Exercise goal ▸ Would you repeat the listing exactly but omit every picture?

Supplied material ▸

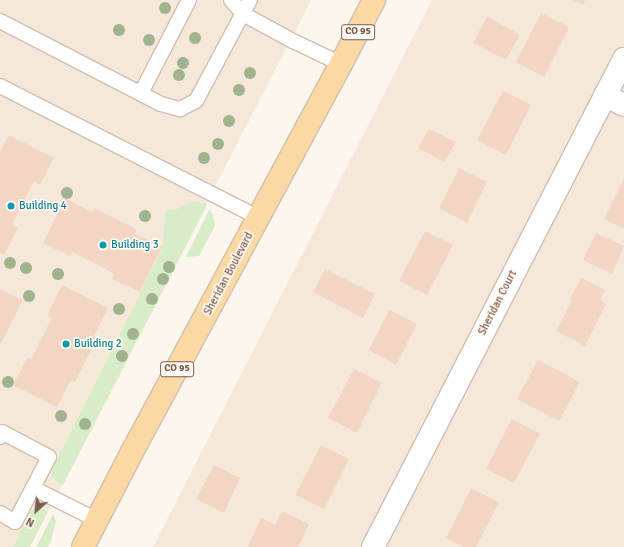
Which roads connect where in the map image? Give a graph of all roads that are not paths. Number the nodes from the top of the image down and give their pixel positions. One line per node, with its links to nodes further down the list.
1 (189, 0): 10 (lane)
2 (231, 0): 5 (lane)
3 (250, 0): 5 (lane)
4 (374, 0): 8 (main road, Sheridan Boulevard / CO 95)
5 (243, 14): 8 (lane); 10 (lane)
6 (0, 21): 10 (lane)
7 (624, 59): 11 (street, Sheridan Court)
8 (341, 64): 12 (main road, Sheridan Boulevard / CO 95)
9 (0, 86): 12 (lane)
10 (141, 93)
11 (615, 100): 18 (street, Sheridan Court)
12 (258, 218): 16 (main road, Sheridan Boulevard / CO 95)
13 (0, 436): 14 (lane)
14 (32, 488): 15 (lane); 16 (lane)
15 (0, 513)
16 (97, 520): 17 (main road, Sheridan Boulevard / CO 95)
17 (83, 547)
18 (373, 547)

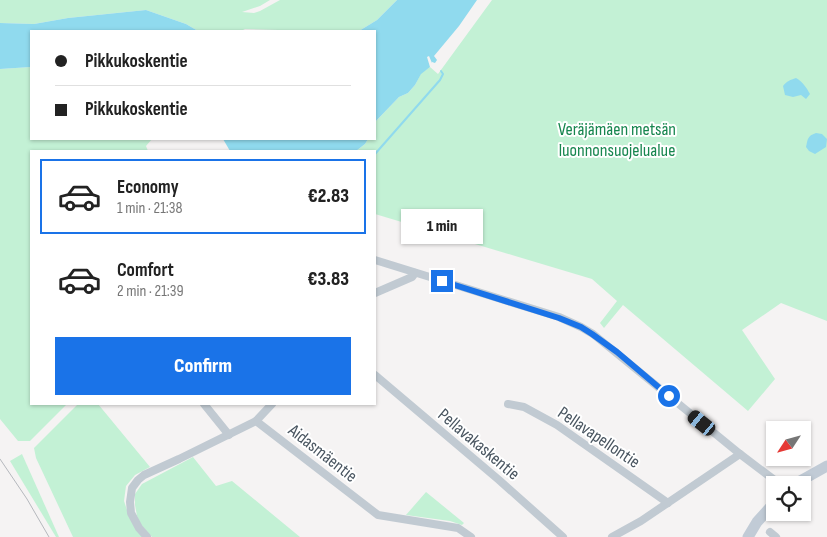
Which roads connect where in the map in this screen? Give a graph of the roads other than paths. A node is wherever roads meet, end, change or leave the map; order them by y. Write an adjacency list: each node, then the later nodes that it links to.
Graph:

Task response ▸
Which roads connect where in the map image? Give a graph of all roads that are not paths. Number the nodes from the top of the image down and give their pixel positions. One line per node, with its links to nodes further down the list.
1 (189, 0): 10 (lane)
2 (231, 0): 5 (lane)
3 (250, 0): 5 (lane)
4 (374, 0): 8 (main road, Sheridan Boulevard / CO 95)
5 (243, 14): 8 (lane); 10 (lane)
6 (0, 21): 10 (lane)
7 (624, 59): 11 (street, Sheridan Court)
8 (341, 64): 12 (main road, Sheridan Boulevard / CO 95)
9 (0, 86): 12 (lane)
10 (141, 93)
11 (615, 100): 18 (street, Sheridan Court)
12 (258, 218): 16 (main road, Sheridan Boulevard / CO 95)
13 (0, 436): 14 (lane)
14 (32, 488): 15 (lane); 16 (lane)
15 (0, 513)
16 (97, 520): 17 (main road, Sheridan Boulevard / CO 95)
17 (83, 547)
18 (373, 547)

Which roads connect where in the map in this screen? Give a graph of the roads other than paths. A node is wherever roads meet, end, change or leave the map; order them by y. Write an adjacency list: each node, then the later nodes that it links to.
Graph:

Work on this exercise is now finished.